Before and after photographs of every unit and every system component. Coil condition report. Deficiency log — disconnected flex, crushed runs, loose access panels, failed drain pans, visible microbial growth with location. A completion report referencing NADCA ACR.

Vendor Credentialed

Approved vendor in NetVendor, RealPage and VendorCafe. NADCA member, ASCS certified, OSHA 30 supervisors. $2M general liability, $5M umbrella.

Apartment programmes | HOA programmes | Coil cleaning | Post-renovation

Frequently Asked Questions

How much does commercial air duct cleaning cost per unit?

Typically $95–225 per unit for a full supply and return clean, depending on system type, register count and whether coils are included. A 240-unit community budgets roughly $23,000–54,000. That is a different order of cost from dryer vent cleaning, because it is a different scope: every supply run, every return, every register, and the air handler itself.
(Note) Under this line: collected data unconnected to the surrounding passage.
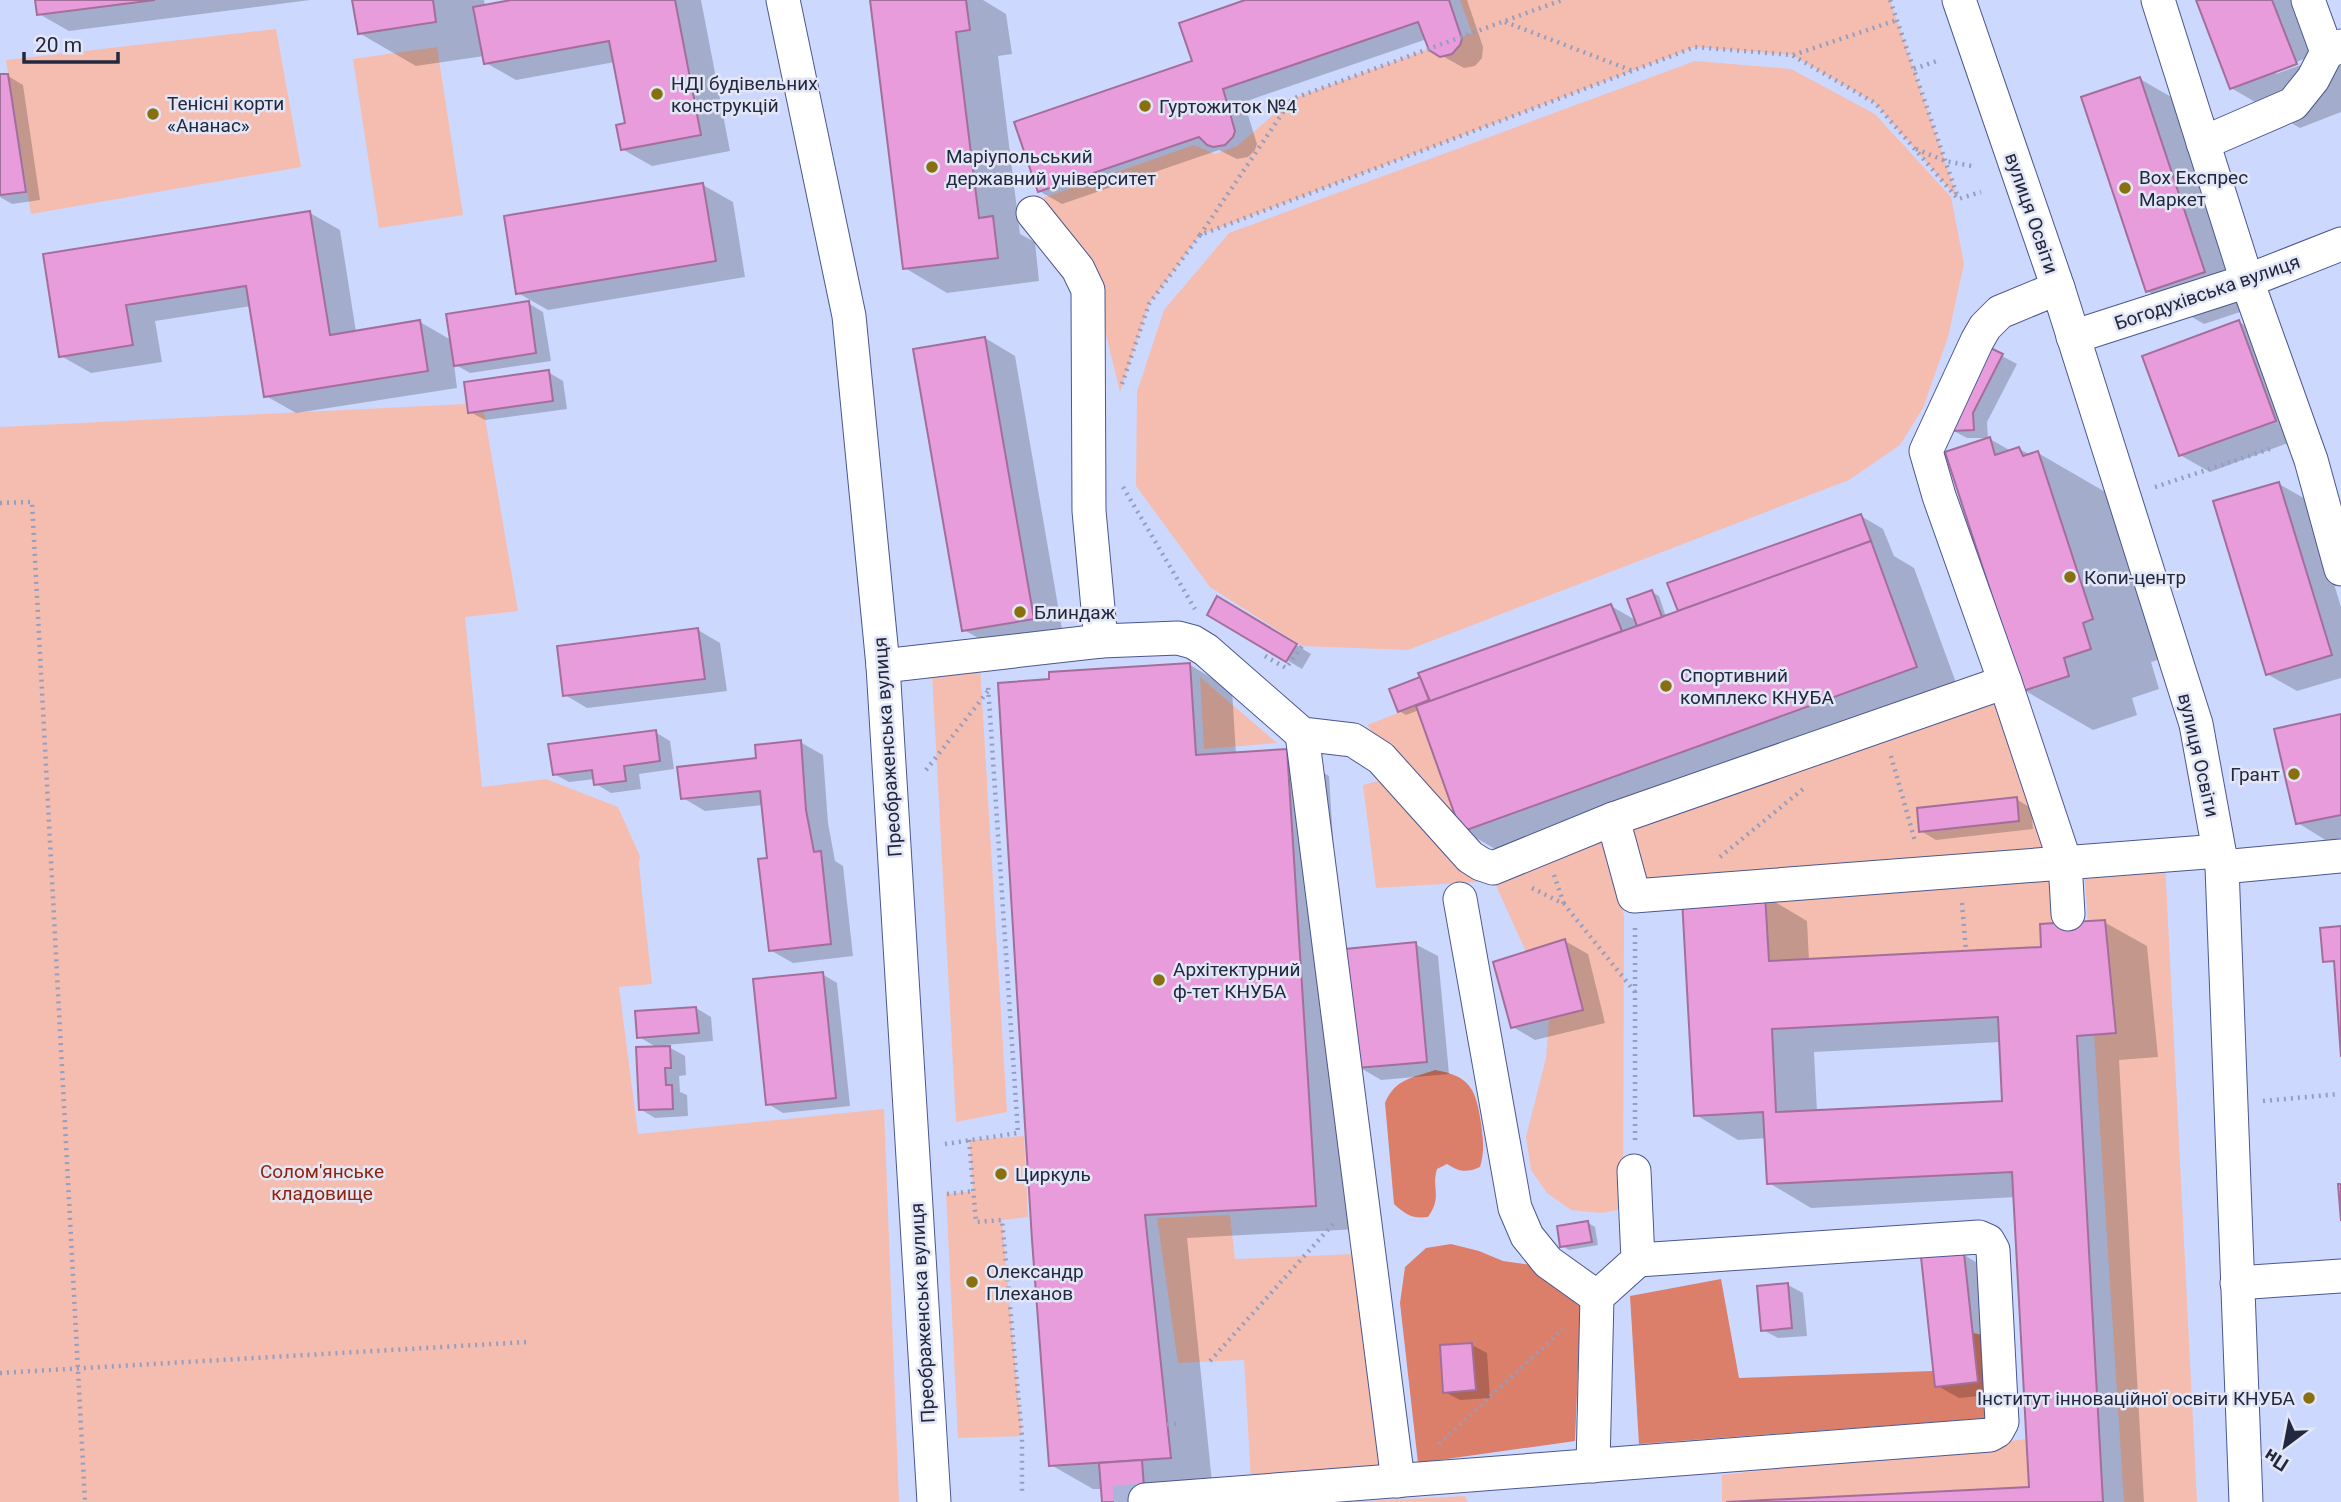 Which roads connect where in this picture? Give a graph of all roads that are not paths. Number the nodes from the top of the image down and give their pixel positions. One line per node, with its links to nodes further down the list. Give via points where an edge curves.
1 (783, 0): 14 (street, Преображенська вулиця, via 849,316)
2 (1959, 0): 10 (street, вулиця Освіти)
3 (2158, 0): 6 (street)
4 (2308, 0): 5 (street)
5 (2334, 49): 6 (street, via 2293,104)
6 (2203, 143): 9 (street)
7 (1033, 213): 13 (street, via 1078,269 1088,290 1088,511)
8 (2341, 244): 9 (street, Богодухівська вулиця)
9 (2247, 281): 11 (street, Богодухівська вулиця); 12 (street, via 2303,439)
10 (2058, 288): 11 (street, вулиця Освіти); 15 (street, via 1992,318 1926,451)
11 (2073, 337): 19 (street, вулиця Освіти, via 2196,724)
12 (2341, 569)
13 (1101, 641): 14 (street); 16 (street, via 1178,638 1193,642)
14 (883, 666): 31 (street, Преображенська вулиця)
15 (2005, 682): 17 (street); 20 (street)
16 (1302, 734): 17 (street, via 1353,740 1369,749 1469,857 1493,868); 29 (street)
17 (1613, 818): 20 (street, via 1634,896 1924,873 1961,880)
18 (2341, 856): 19 (street)
19 (2221, 859): 20 (street); 26 (street, вулиця Освіти)
20 (2066, 872): 22 (street)
21 (1460, 899): 27 (street, via 1515,1208 1527,1237 1548,1262)
22 (2068, 914)
23 (1634, 1171): 24 (street)
24 (1638, 1260): 27 (street); 28 (street, via 1979,1237 1988,1241 1993,1250 2002,1422 1990,1435)
25 (2341, 1276): 26 (street)
26 (2237, 1283): 32 (street, вулиця Освіти)
27 (1597, 1297): 28 (street)
28 (1593, 1466): 29 (street)
29 (1398, 1481): 30 (street)
30 (1145, 1500)
31 (934, 1502)
32 (2246, 1502) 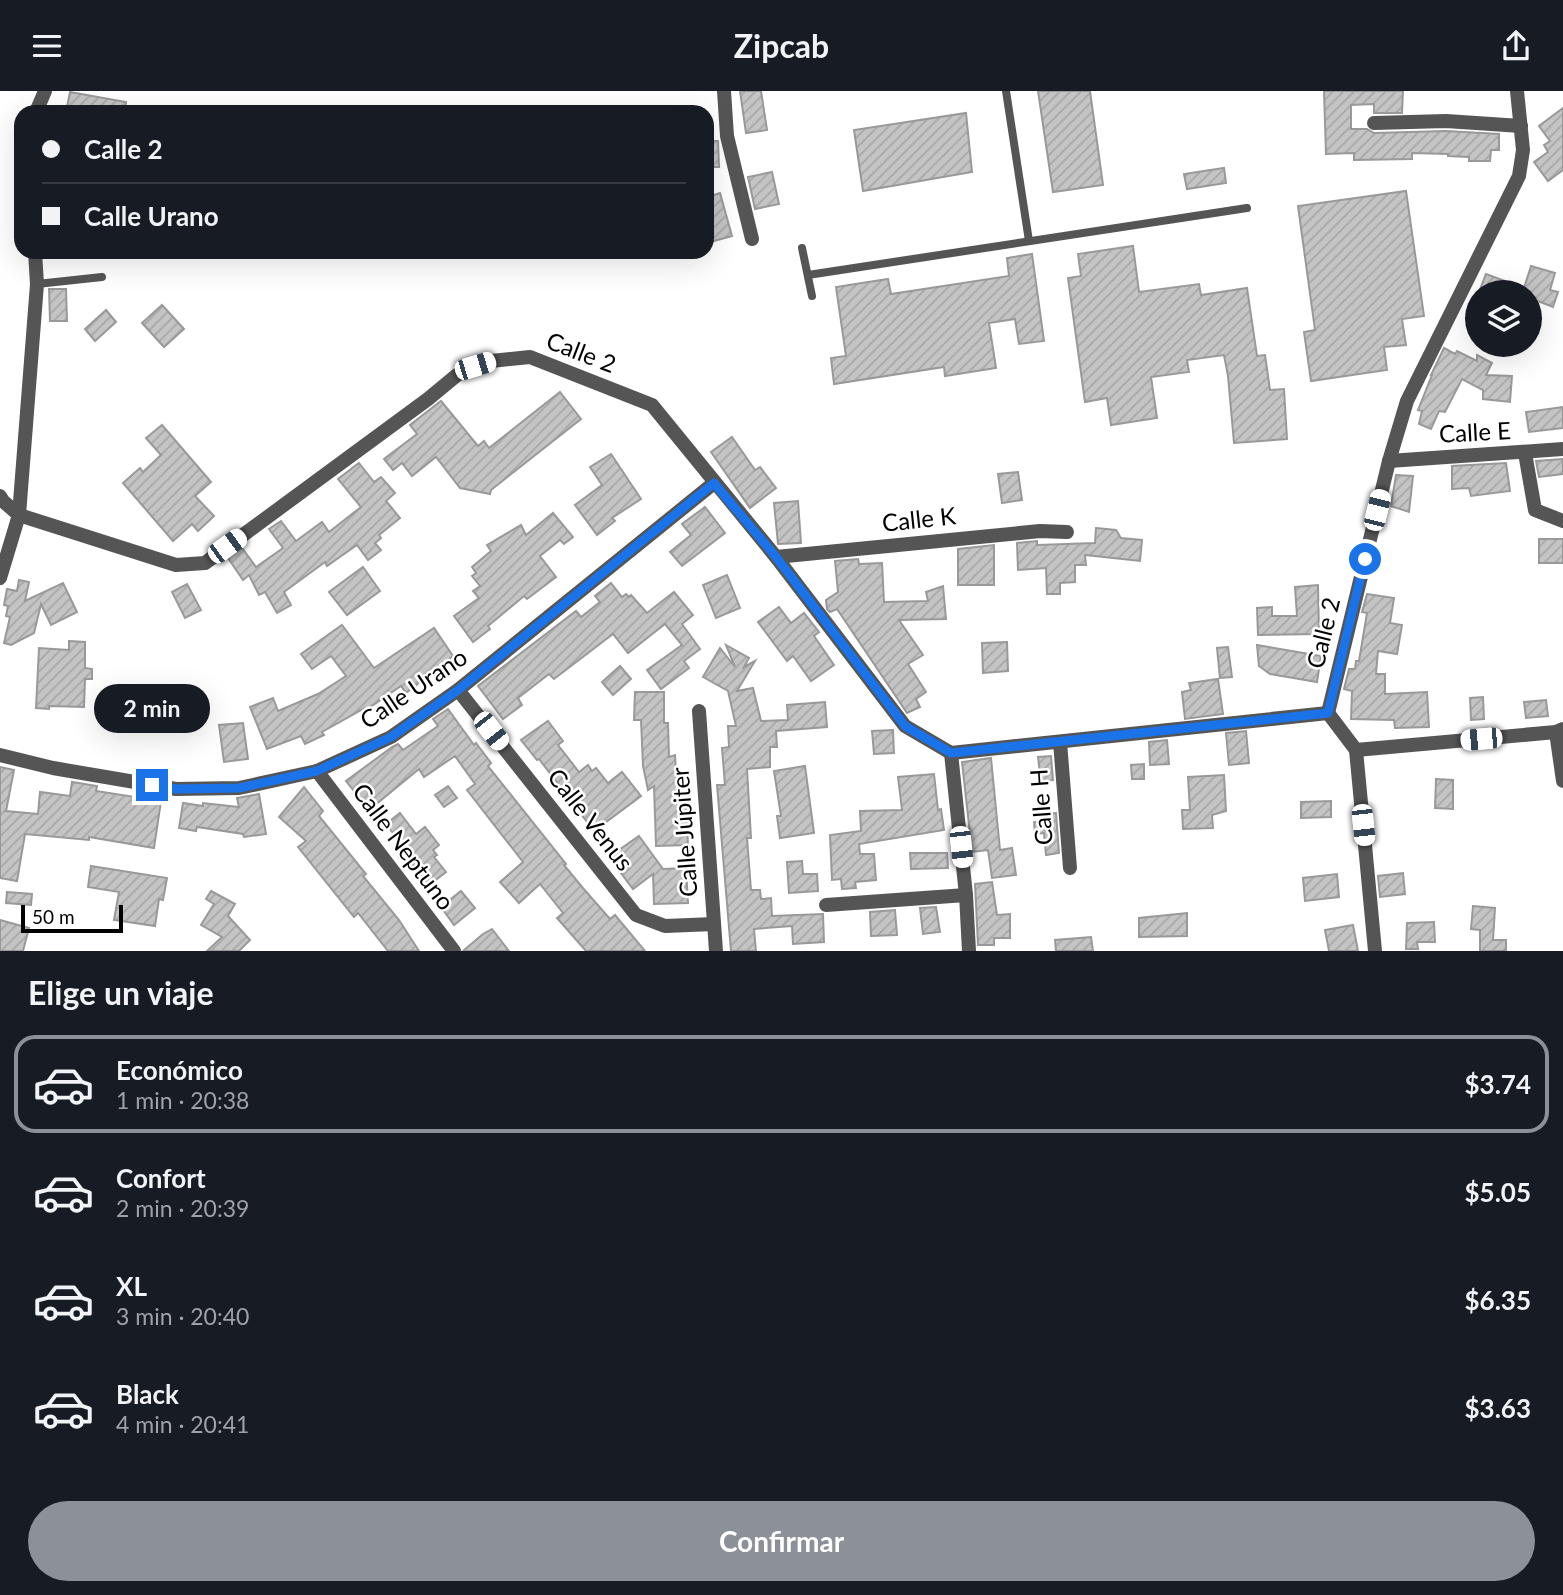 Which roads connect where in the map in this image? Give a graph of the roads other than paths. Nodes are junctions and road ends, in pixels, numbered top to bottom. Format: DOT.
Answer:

How often should apartment air ducts be cleaned?

There is no annual mandate equivalent to NFPA 211 for dryer exhaust. NADCA recommends inspection every two years and cleaning when the inspection shows contamination, visible mould growth, vermin infestation, or substantial deposition. In practice most multifamily properties clean on a 3–5 year cycle, with post-renovation cleaning triggered separately.

Does duct cleaning actually improve air quality?

It depends entirely on what is in the duct. The EPA’s position is that duct cleaning has not been shown to prevent health problems in ordinary circumstances, and we agree — cleaning a clean duct achieves nothing. But where there is visible mould growth inside the ductwork or on other HVAC components, vermin infestation, or ducts clogged with substantial deposits of dust and debris, cleaning is warranted and the difference is measurable. That is why we inspect before we quote.

What is the NADCA ACR standard?

ACR is NADCA’s Assessment, Cleaning and Restoration of HVAC Systems standard. It defines what a clean system is, how to verify it, and what documentation proves it. We are a NADCA member and our supervisors hold ASCS certification. Vendors who do not work to ACR are, in practice, blowing dust around.

Do you clean coils and air handlers?

Yes, and it is where the energy savings live. A fouled evaporator coil restricts airflow and forces longer run times. Cleaning the ductwork while leaving the coil fouled fixes the visible half of the problem and leaves the expensive half in place.